◆ **Problem**
Omit every picture and write out the rest of the records exactly.

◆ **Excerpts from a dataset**
★ ★ ★

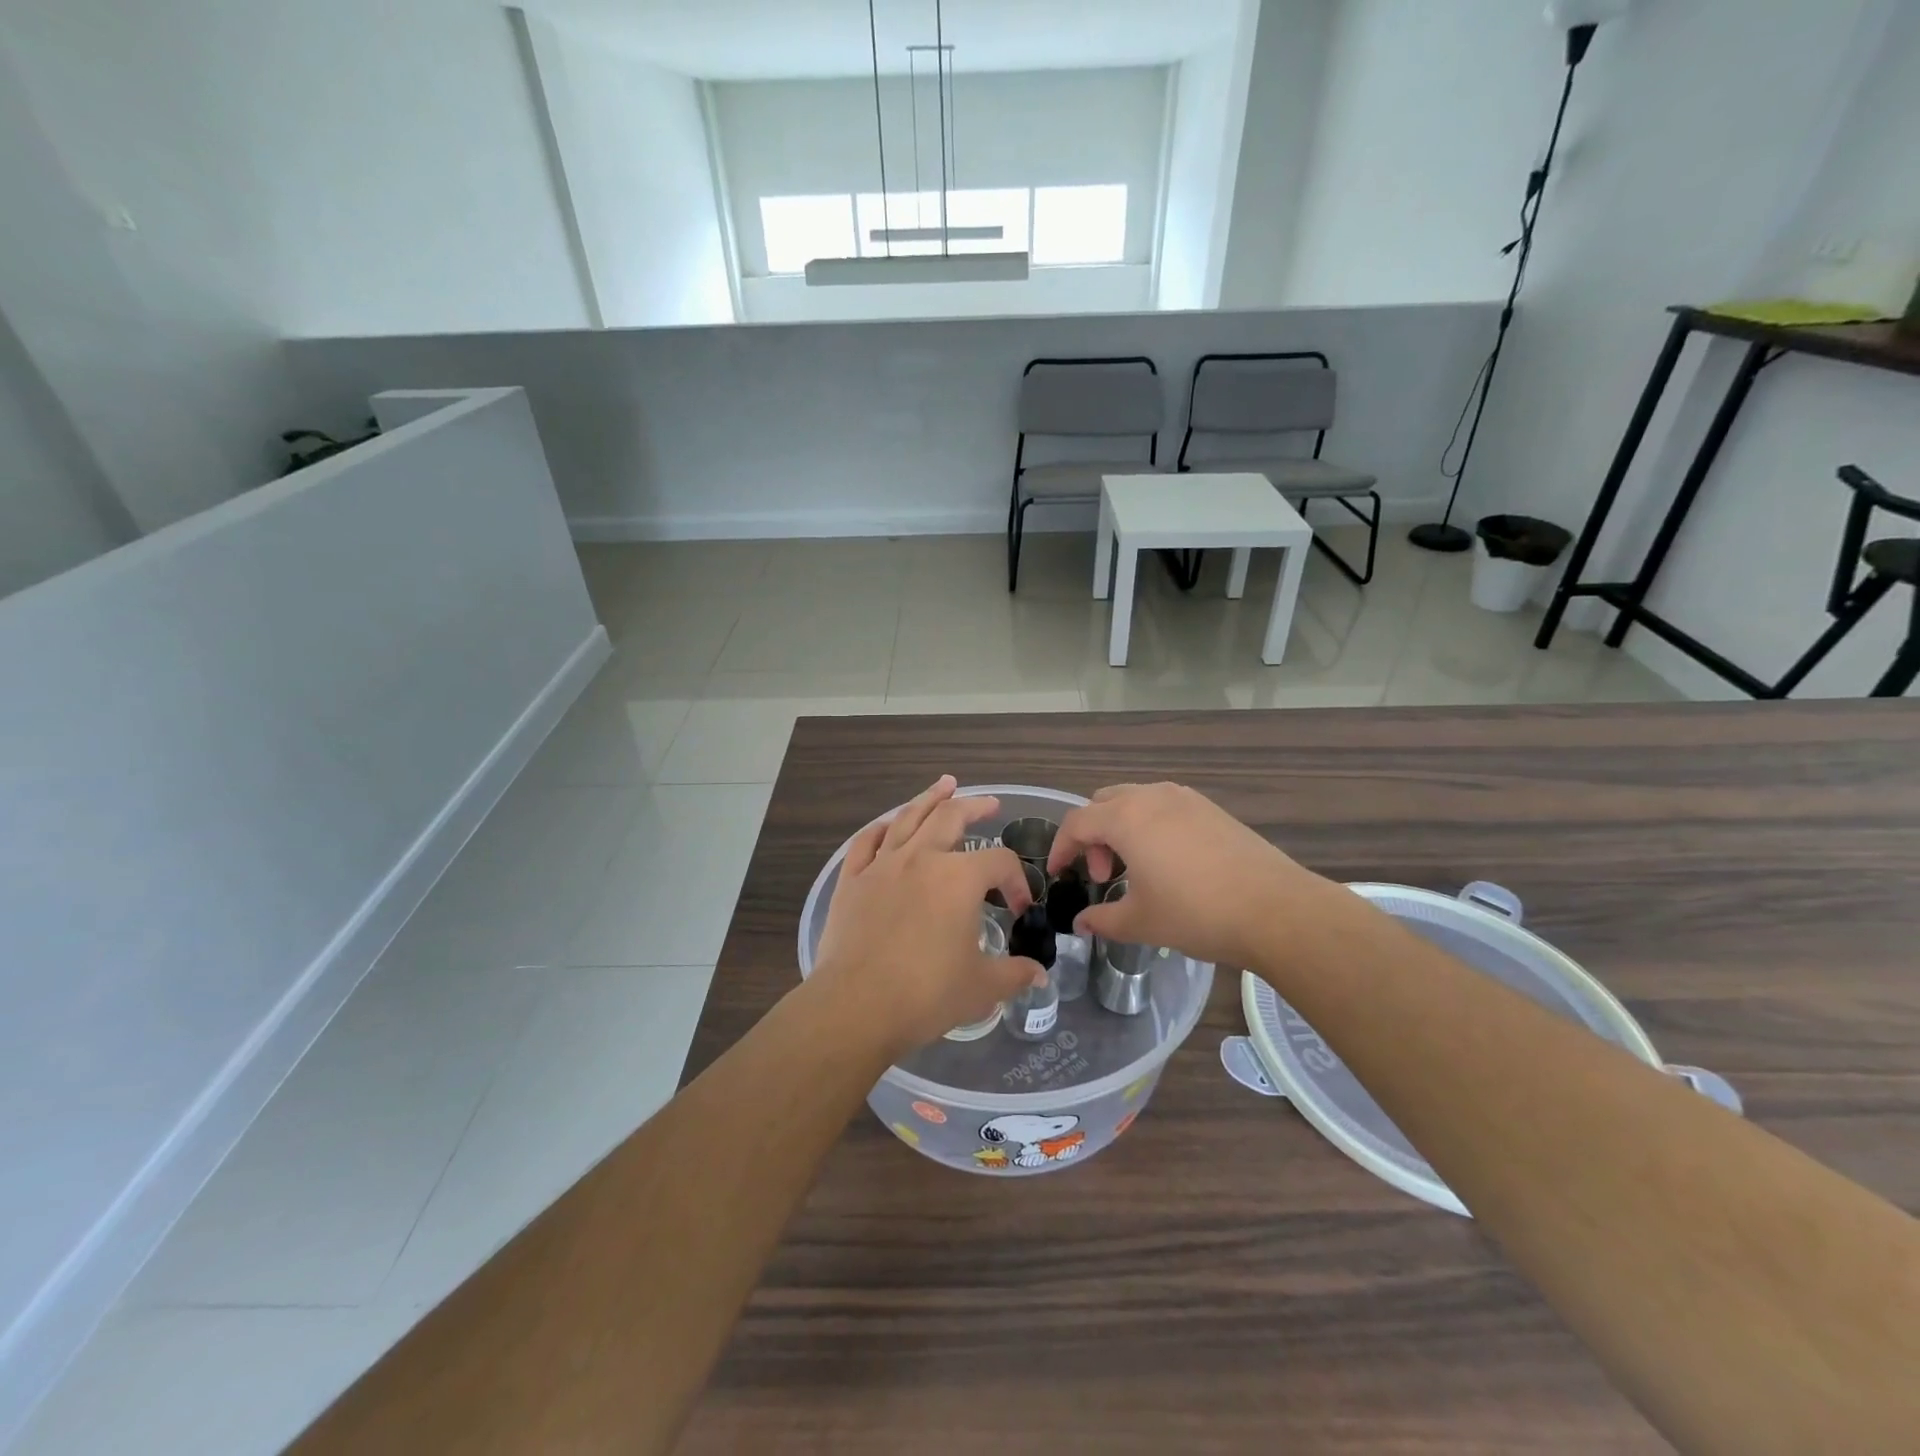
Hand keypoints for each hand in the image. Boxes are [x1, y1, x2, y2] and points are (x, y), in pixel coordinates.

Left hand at [811, 776, 1045, 1057]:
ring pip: (908, 818)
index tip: (1018, 909)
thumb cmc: (926, 994)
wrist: (856, 1005)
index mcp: (959, 878)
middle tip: (990, 803)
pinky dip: (881, 829)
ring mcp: (882, 866)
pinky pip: (866, 843)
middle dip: (975, 807)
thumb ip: (1014, 974)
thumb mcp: (981, 987)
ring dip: (929, 799)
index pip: (999, 863)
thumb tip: (1039, 976)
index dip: (1016, 882)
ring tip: (944, 785)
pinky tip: (888, 825)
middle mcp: (921, 859)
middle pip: (951, 818)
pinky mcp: (852, 881)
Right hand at [1047, 782, 1331, 968]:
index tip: (1057, 873)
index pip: (1076, 823)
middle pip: (1103, 804)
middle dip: (1092, 836)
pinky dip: (1150, 826)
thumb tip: (1082, 924)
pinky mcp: (1211, 809)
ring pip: (1135, 801)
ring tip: (1134, 869)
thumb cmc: (1196, 913)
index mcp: (1126, 818)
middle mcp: (1151, 797)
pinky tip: (1168, 862)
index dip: (1060, 848)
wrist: (1275, 910)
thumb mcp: (1141, 922)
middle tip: (1102, 875)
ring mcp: (1185, 799)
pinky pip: (1164, 806)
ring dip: (1121, 828)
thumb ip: (1103, 920)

★ ★ ★

◆ **Result of the exercise**
Hand keypoints for each hand in the image. Boxes are [x1, y1, x2, y2] and points are (x, y), in pixel coordinates.

Left hand at [811, 776, 1045, 1057]:
ring pip: (908, 818)
index tip: (1018, 909)
thumb cmc: (926, 994)
wrist: (856, 1005)
index mcp: (959, 878)
middle tip: (990, 803)
pinky dip: (881, 829)
ring mcp: (882, 866)
pinky pip: (866, 843)
middle dip: (975, 807)
thumb ip: (1014, 974)
thumb mcp: (981, 987)
ring dip: (929, 799)
index pip: (999, 863)
thumb tip: (1039, 976)
index dip: (1016, 882)
ring tip: (944, 785)
pinky tip: (888, 825)
middle mcp: (921, 859)
middle pip: (951, 818)
pinky mcp: (852, 881)
Right hand at [1047, 782, 1331, 968]:
index tip: (1057, 873)
index pip: (1076, 823)
middle pip: (1103, 804)
middle dip: (1092, 836)
pinky dip: (1150, 826)
thumb tip: (1082, 924)
pinky mcp: (1211, 809)
ring pip: (1135, 801)
ring tip: (1134, 869)
thumb cmc: (1196, 913)
index mcp: (1126, 818)
middle mcp: (1151, 797)
pinky tip: (1168, 862)
index dip: (1060, 848)
wrist: (1275, 910)
thumb mcp: (1141, 922)
middle tip: (1102, 875)
ring mcp: (1185, 799)
pinky pip: (1164, 806)
ring dip: (1121, 828)
thumb ip: (1103, 920)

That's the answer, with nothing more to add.